İlk – ve tabii ki en önemli – figürümüz Klasik Kral (CMF 13). Kraliyet ailesinin bir parçası olduğu ne kadar da belli, değil mi? Tacı, kılıcı, sakalı… Evet, bu kesinlikle müthiş bir kral!

Kral’ın bugünki konumuna gelmesi kolay olmadı. İlk başlarda ona sadık sadece 14 şövalyesi vardı, ve hep beraber krallığın tuğlalarını ördüler. Babası Aslan Kral’dı (Disney’in Aslan Kral’ıyla karıştırılmasın lütfen). Aslan Kral, krallığın şimdiye kadar sahip olduğu en adaletli, en dürüst kraldı. Ne yazık ki, her hükümdarın olduğu gibi, onun da düşmanları vardı. Bunların başında da gizemli Ejderha Kraliçesi geliyordu. Bu kadar dürüst bir kralın varlığı onu o kadar rahatsız ediyordu ki, sürekli Ejderha Şövalyeleri’yle saldırıyordu. Aslan Şövalyeler onlarla cesurca savaşıp, çoğu zaman da bu savaşları kazanıyordu. Ne yazık ki Ejderha Kraliçesi’nin yanında büyücüler de vardı. Ve bu büyücülerin yaptıkları büyüler sonucunda, Aslan Kral bir gün yenildi. Tacı ve altın kılıcı da, o zaman sadece küçük bir çocuk olan oğluna kaldı. Kralın şövalyeleri çocuğu güvenli bir yere götürdüler, Ejderha Kraliçesi’ni yenmeye hazır hale gelene kadar da burada kaldı.

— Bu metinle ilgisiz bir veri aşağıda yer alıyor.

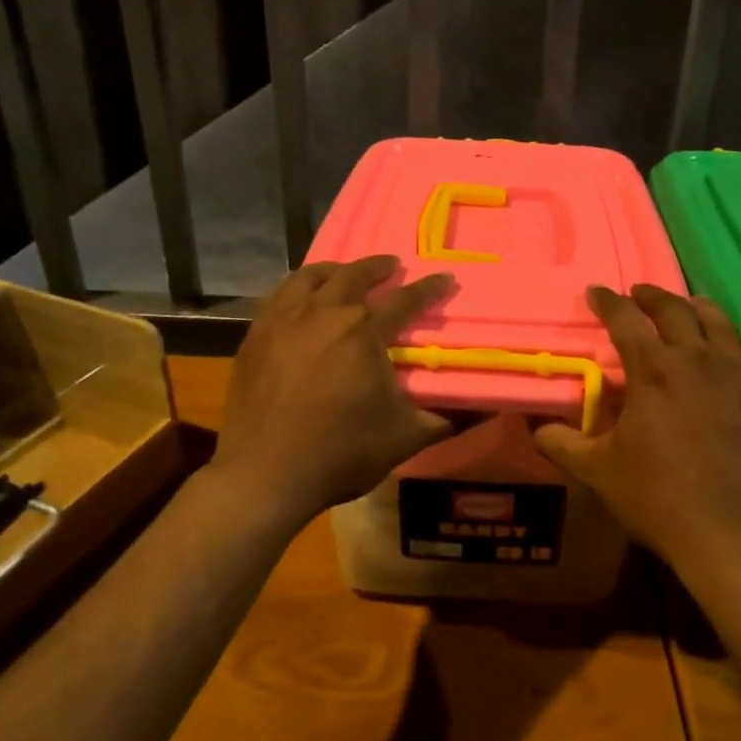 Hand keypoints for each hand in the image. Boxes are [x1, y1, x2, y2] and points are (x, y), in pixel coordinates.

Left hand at [211, 256, 454, 526]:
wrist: (265, 474)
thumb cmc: (340, 454)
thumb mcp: (405, 439)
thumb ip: (446, 418)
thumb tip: (484, 408)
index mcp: (364, 334)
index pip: (404, 301)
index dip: (429, 289)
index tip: (445, 278)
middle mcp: (325, 314)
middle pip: (354, 276)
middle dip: (378, 267)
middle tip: (392, 265)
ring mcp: (284, 320)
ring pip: (311, 277)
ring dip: (335, 270)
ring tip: (344, 272)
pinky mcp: (256, 335)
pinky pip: (279, 295)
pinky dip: (297, 286)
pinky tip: (301, 297)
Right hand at [534, 285, 740, 575]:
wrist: (729, 532)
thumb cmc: (657, 497)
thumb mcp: (596, 471)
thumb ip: (562, 444)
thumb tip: (536, 429)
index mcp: (652, 369)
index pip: (624, 319)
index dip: (607, 302)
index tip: (595, 293)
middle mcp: (697, 358)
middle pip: (674, 310)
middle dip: (652, 297)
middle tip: (639, 296)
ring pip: (721, 324)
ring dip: (702, 308)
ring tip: (692, 303) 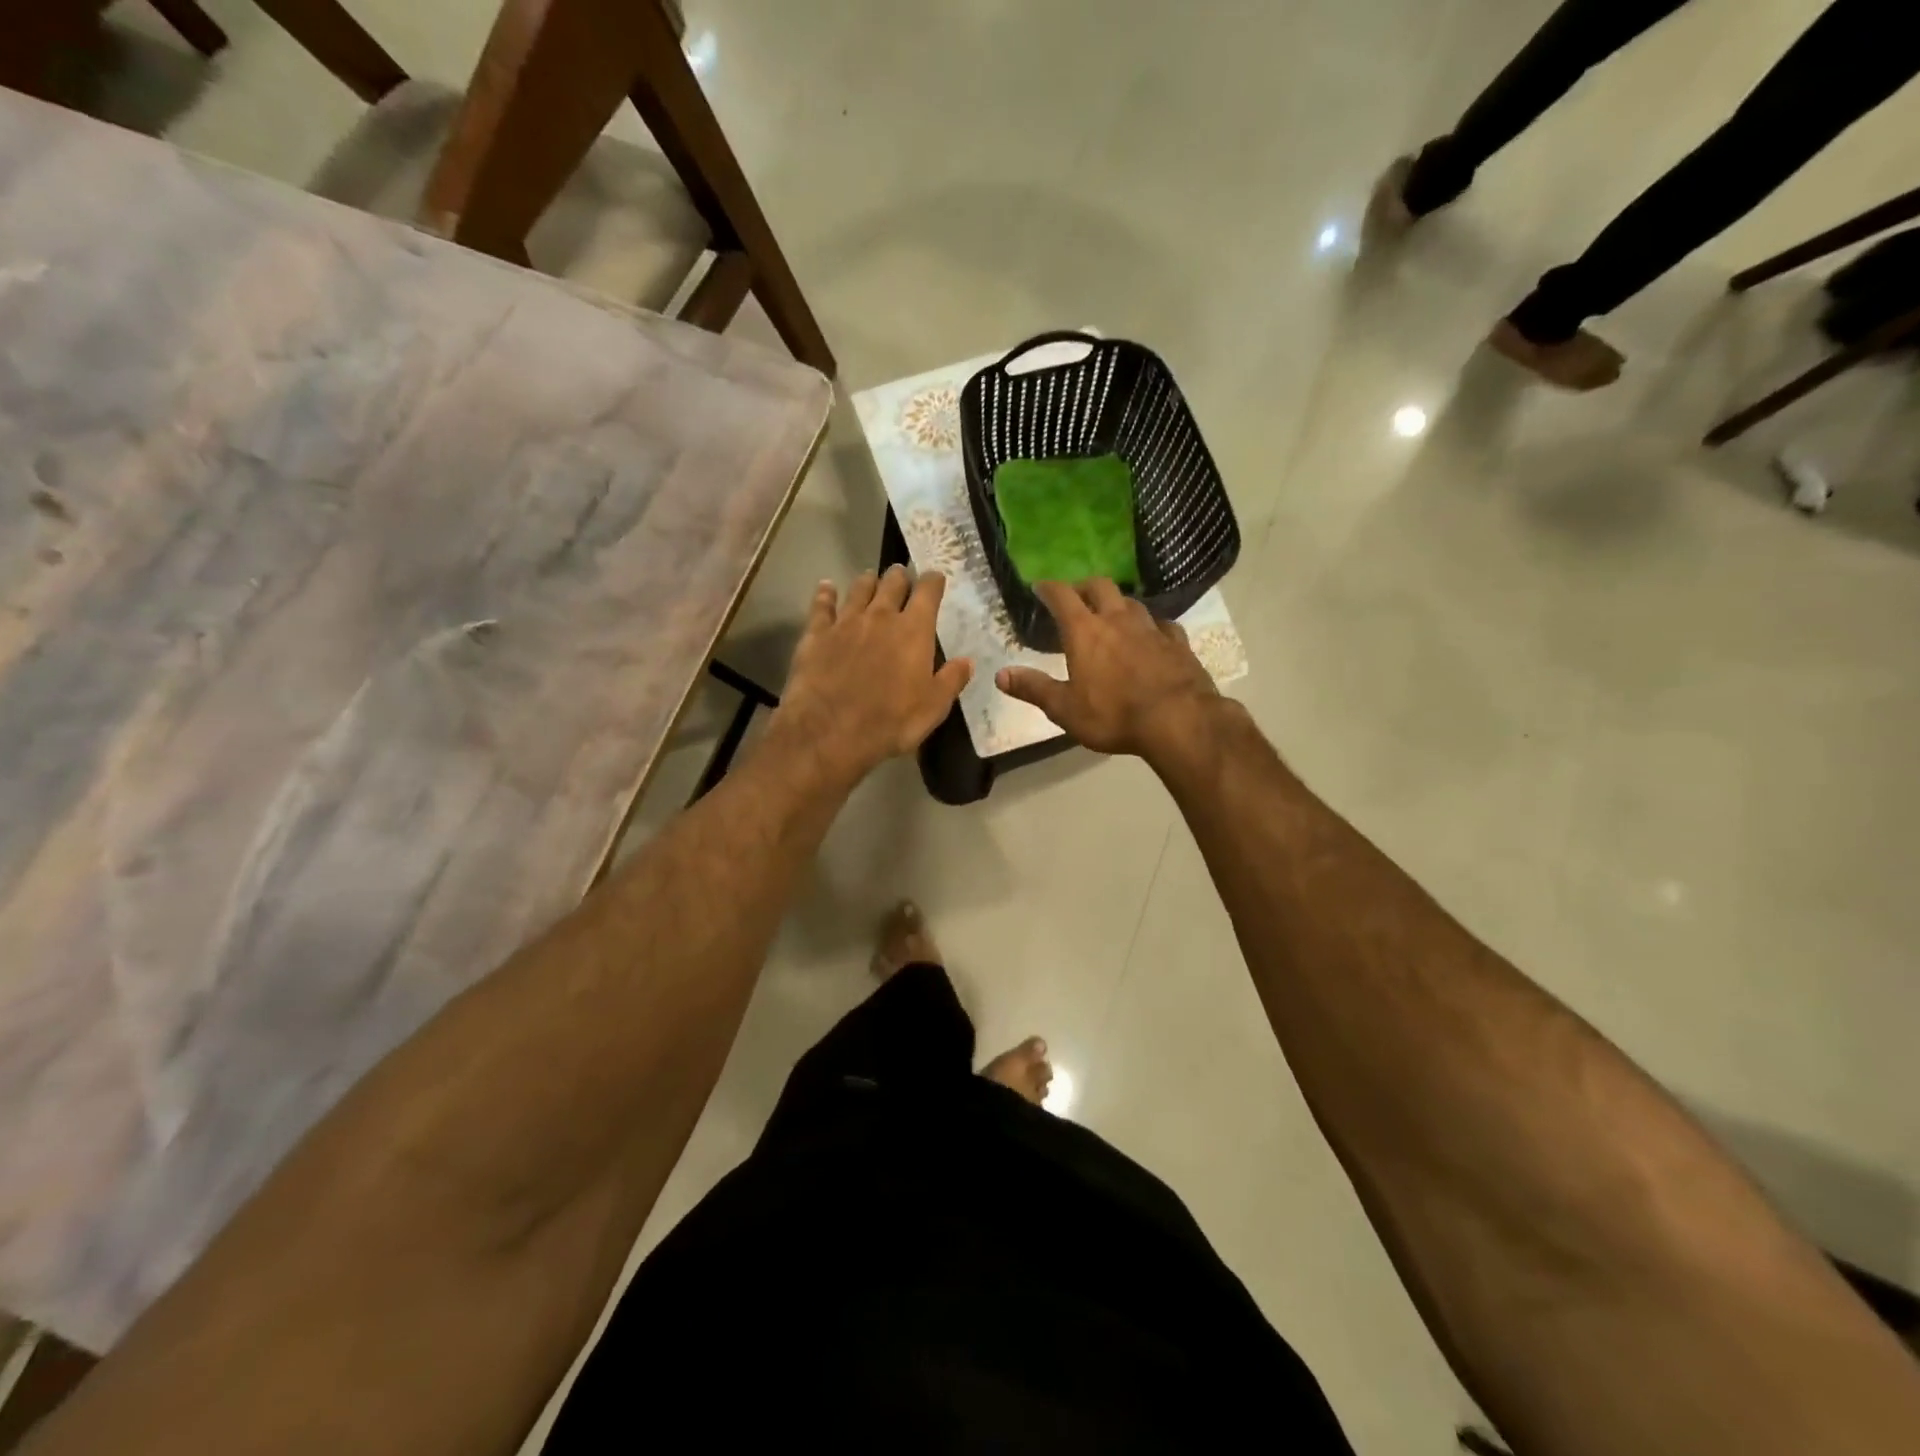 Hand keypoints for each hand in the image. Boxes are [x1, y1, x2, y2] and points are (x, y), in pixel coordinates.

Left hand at [770, 566, 971, 787]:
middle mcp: (880, 616)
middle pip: (892, 583)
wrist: (829, 732)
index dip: (933, 581)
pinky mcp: (816, 634)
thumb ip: (951, 680)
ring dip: (867, 582)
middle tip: (901, 577)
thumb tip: (967, 661)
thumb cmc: (890, 722)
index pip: (928, 592)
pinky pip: (821, 605)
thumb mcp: (933, 708)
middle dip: (899, 577)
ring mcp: (845, 622)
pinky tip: (826, 587)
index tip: (935, 578)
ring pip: (858, 589)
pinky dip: (825, 594)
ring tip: (870, 579)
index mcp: (914, 631)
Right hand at [996, 579, 1220, 761]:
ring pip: (1132, 602)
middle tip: (1077, 596)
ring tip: (1112, 615)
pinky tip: (1153, 634)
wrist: (1178, 720)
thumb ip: (1033, 689)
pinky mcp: (1178, 642)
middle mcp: (1118, 620)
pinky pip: (1162, 624)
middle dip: (1085, 587)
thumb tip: (1000, 675)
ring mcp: (1151, 628)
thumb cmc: (1114, 715)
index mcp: (1085, 632)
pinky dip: (1152, 625)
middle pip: (1101, 586)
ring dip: (1118, 604)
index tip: (1040, 586)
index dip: (1049, 588)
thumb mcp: (1065, 708)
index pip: (1062, 596) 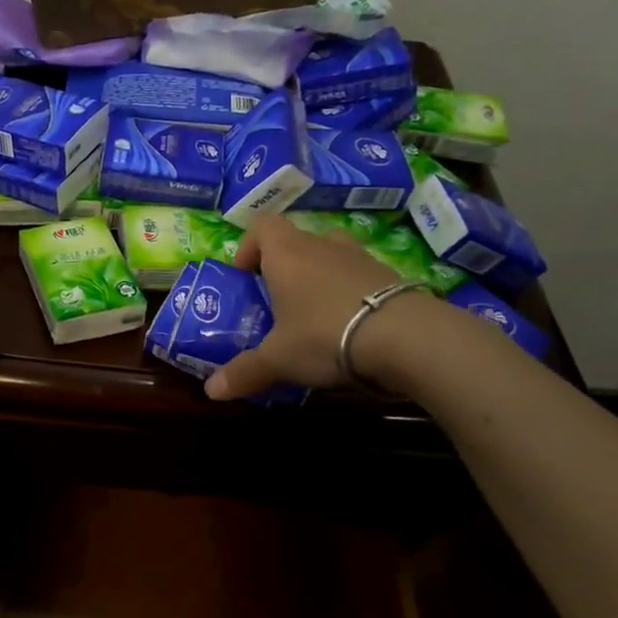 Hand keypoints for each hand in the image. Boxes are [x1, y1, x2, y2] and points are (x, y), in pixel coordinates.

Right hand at [204, 215, 440, 401]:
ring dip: (320, 275)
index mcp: (287, 254)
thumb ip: (245, 372)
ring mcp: (361, 257)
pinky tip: (351, 325)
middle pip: (297, 240)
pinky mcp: (391, 275)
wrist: (406, 338)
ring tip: (315, 311)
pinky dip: (351, 292)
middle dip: (285, 265)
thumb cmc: (324, 335)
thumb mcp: (278, 359)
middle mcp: (322, 245)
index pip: (262, 226)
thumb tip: (211, 391)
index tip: (245, 275)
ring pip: (332, 254)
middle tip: (279, 300)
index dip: (250, 246)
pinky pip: (360, 275) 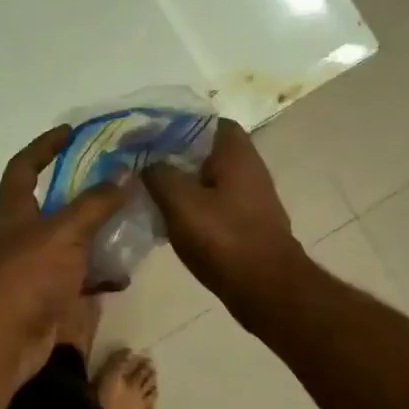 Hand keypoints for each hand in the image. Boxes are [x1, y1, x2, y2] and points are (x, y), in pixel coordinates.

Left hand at [0, 127, 128, 383]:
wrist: (4, 341)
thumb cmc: (27, 275)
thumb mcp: (65, 232)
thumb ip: (95, 203)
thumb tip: (124, 174)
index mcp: (13, 210)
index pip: (25, 165)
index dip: (45, 146)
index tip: (71, 132)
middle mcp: (18, 234)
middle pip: (49, 203)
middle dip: (79, 190)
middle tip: (114, 179)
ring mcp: (30, 267)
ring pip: (66, 241)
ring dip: (93, 233)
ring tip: (128, 222)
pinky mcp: (43, 296)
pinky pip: (75, 277)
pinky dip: (97, 274)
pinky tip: (123, 274)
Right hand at [142, 119, 304, 311]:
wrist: (265, 287)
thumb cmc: (223, 238)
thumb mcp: (180, 202)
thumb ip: (159, 175)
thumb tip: (148, 163)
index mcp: (236, 153)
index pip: (207, 121)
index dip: (177, 125)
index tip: (149, 136)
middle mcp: (249, 169)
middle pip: (207, 151)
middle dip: (175, 156)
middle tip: (142, 165)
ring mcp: (251, 198)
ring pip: (209, 180)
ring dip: (183, 184)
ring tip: (150, 192)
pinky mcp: (247, 224)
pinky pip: (215, 204)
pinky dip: (194, 206)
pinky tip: (171, 220) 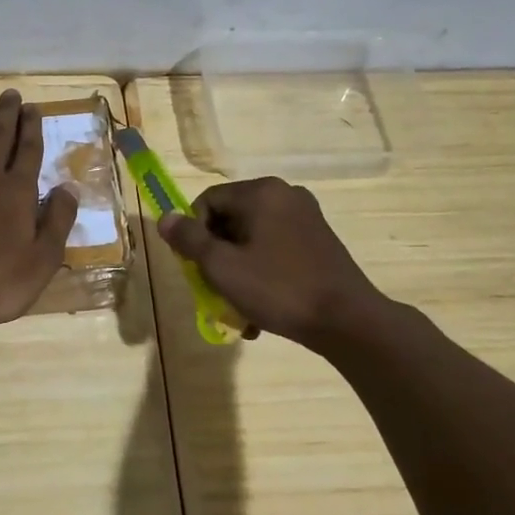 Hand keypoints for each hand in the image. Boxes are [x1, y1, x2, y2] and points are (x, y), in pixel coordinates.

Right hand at [157, 177, 393, 345]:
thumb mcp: (222, 267)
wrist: (349, 322)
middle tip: (214, 289)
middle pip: (230, 219)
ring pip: (253, 238)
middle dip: (217, 255)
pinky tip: (262, 308)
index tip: (196, 267)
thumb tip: (165, 218)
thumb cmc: (279, 289)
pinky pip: (276, 249)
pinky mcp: (320, 241)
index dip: (193, 234)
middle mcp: (285, 195)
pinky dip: (263, 272)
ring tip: (238, 308)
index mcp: (261, 193)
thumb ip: (189, 239)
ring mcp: (307, 217)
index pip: (207, 201)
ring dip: (238, 269) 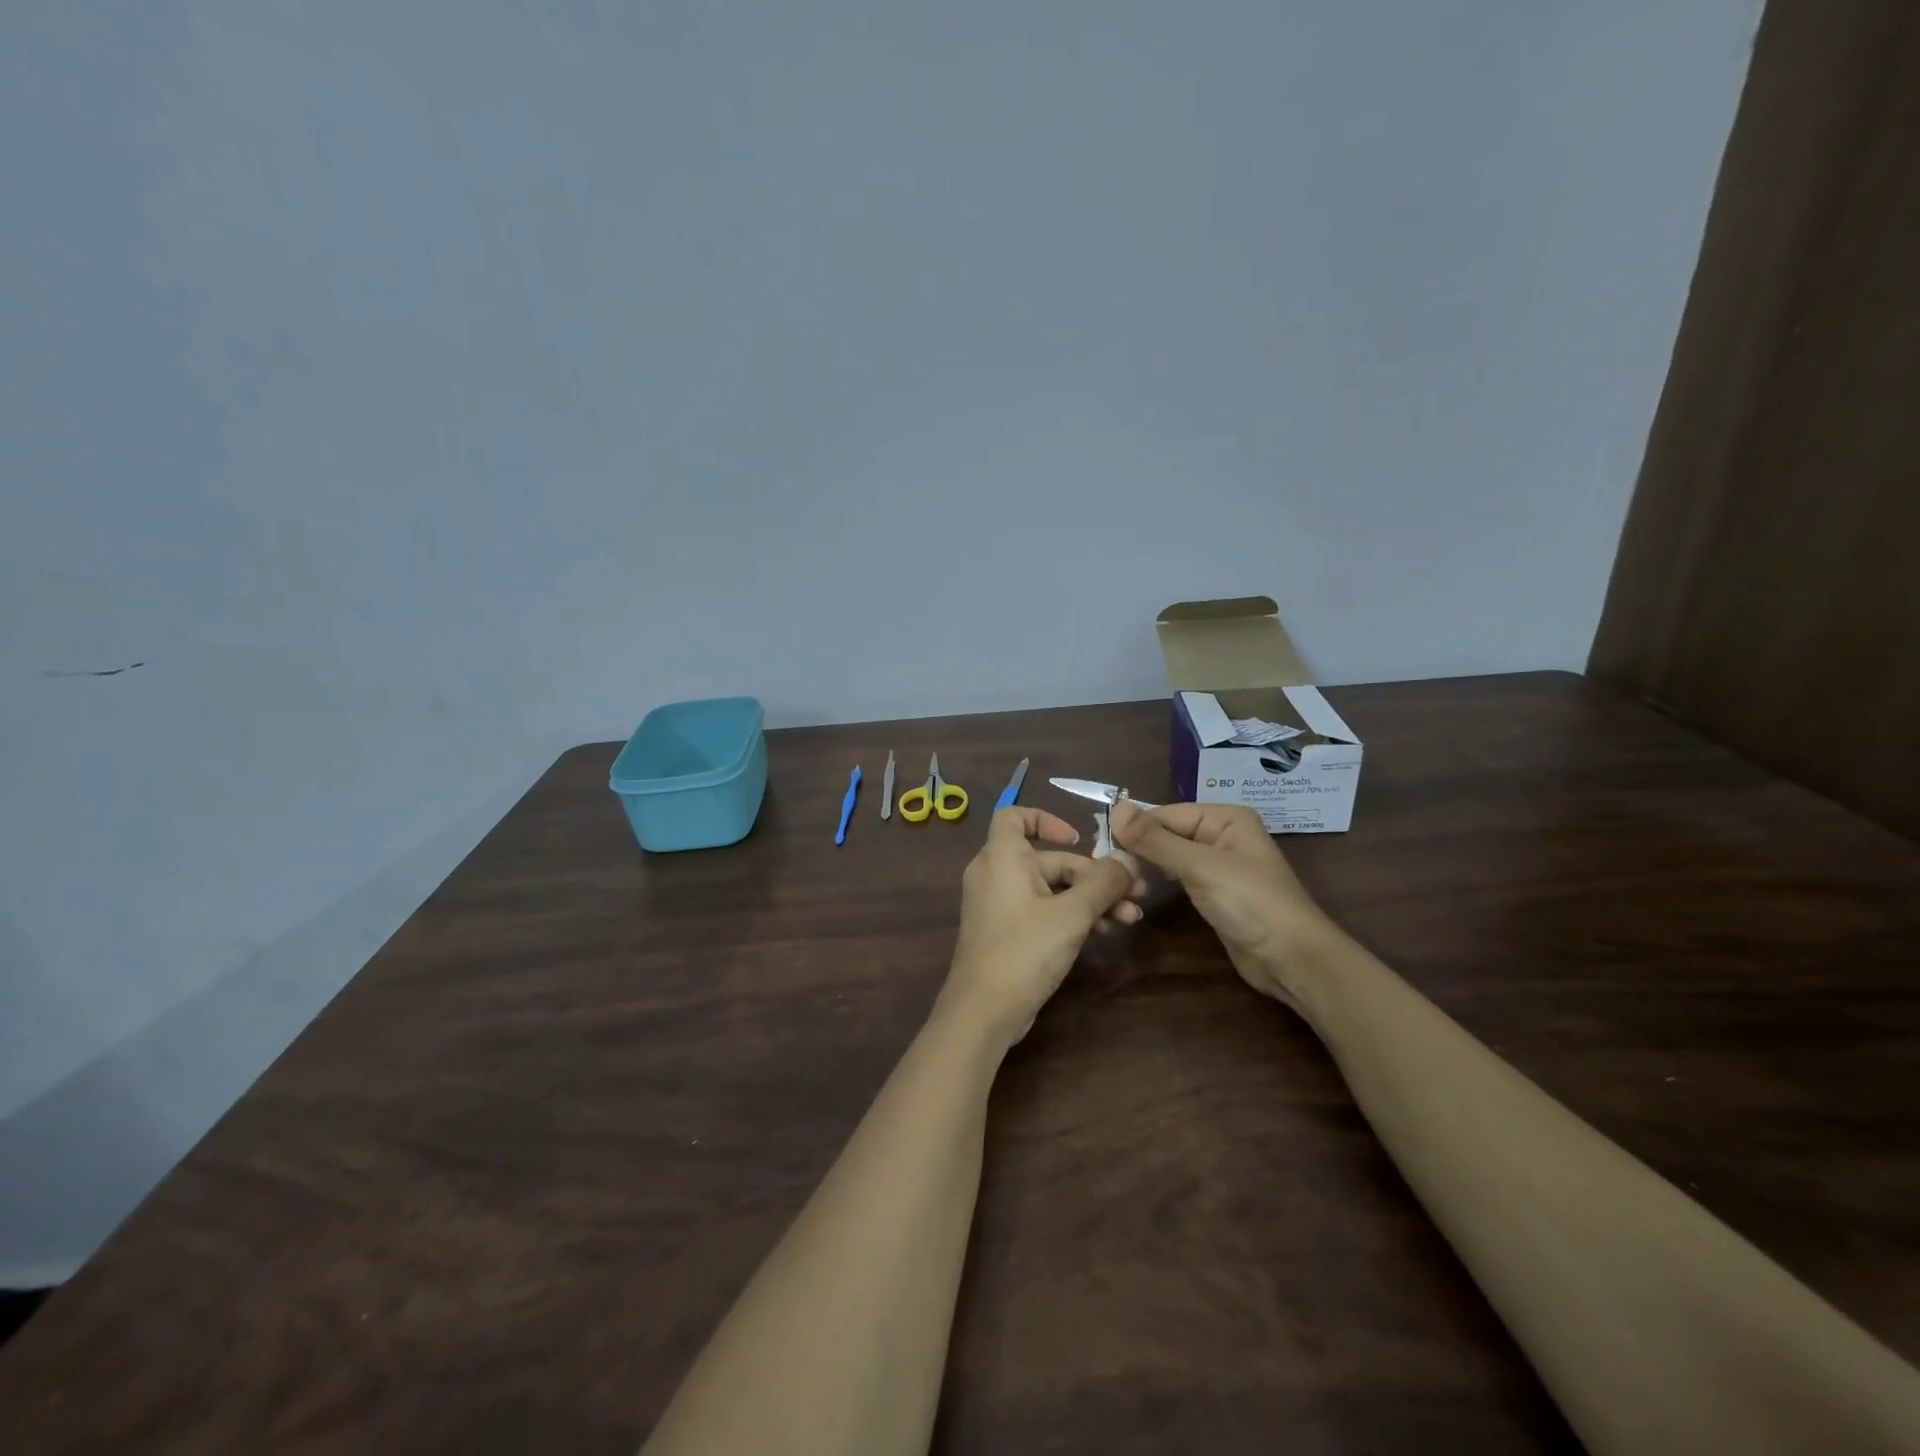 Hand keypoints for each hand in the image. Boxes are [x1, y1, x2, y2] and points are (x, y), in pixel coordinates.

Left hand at [943, 807, 1146, 1047]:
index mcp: (1002, 857)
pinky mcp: (1007, 932)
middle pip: (1049, 859)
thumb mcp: (1072, 914)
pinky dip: (1071, 915)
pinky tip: (1104, 932)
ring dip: (1090, 899)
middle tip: (1136, 894)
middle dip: (1094, 875)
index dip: (1046, 819)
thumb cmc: (1024, 950)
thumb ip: (1103, 883)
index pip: (1014, 816)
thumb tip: (1128, 860)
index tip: (1079, 838)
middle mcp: (996, 874)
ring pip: (1051, 888)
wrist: (984, 1012)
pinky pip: (1042, 910)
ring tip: (1129, 918)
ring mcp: (1000, 905)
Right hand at [1110, 800, 1327, 1005]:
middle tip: (1109, 871)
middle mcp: (1222, 834)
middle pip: (1167, 833)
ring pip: (1170, 856)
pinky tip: (1141, 890)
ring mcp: (1219, 864)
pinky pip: (1179, 876)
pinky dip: (1160, 880)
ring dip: (1147, 866)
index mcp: (1225, 817)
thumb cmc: (1249, 903)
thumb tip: (1115, 807)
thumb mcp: (1199, 867)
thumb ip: (1155, 839)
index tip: (1101, 850)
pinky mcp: (1215, 892)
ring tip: (1122, 883)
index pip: (1166, 814)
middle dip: (1140, 849)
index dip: (1135, 830)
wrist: (1291, 959)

Genç kralın hazırlığı çok uzun sürmedi. Şövalyelerini alıp, kraliçenin istila ettiği kalesini geri almaya gitti. Fakat o da ne? Kraliçeden eser kalmamıştı! Kral önce kendini çok kötü hissetti, ne bir krallığı, ne de savaşacağı bir düşmanı vardı. Fakat sonra bunun iyi bir şey olduğunu fark etti. Krallığını sıfırdan kurabilirdi, ve karşısında ona engel olacak kimse yoktu. Böylece kalesini tekrar inşa etmek için tuğla toplamaya başladı.

Tahmin edebileceğiniz gibi, hem kale inşaatı, hem de yeni bir kralın yükselişi, kolay kolay gözden kaçacak bir şey değil. Kraliçe (CMF 15), Kral’ı fark eden ilk kişilerden biri. Bu tabii ki Ejderha Kraliçesi değil. Hayır, bu tatlı ve nazik bir kraliçe. Kısa bir süre içinde, Kral kraliçesi olmadan kral olmanın pek bir anlamı olmadığını fark etti. Hanedanlıklarını birleştirdiler, Kraliçe de eski renklerini bir kenara koyup, kralıyla uyumlu bir giysi giymeye karar verdi.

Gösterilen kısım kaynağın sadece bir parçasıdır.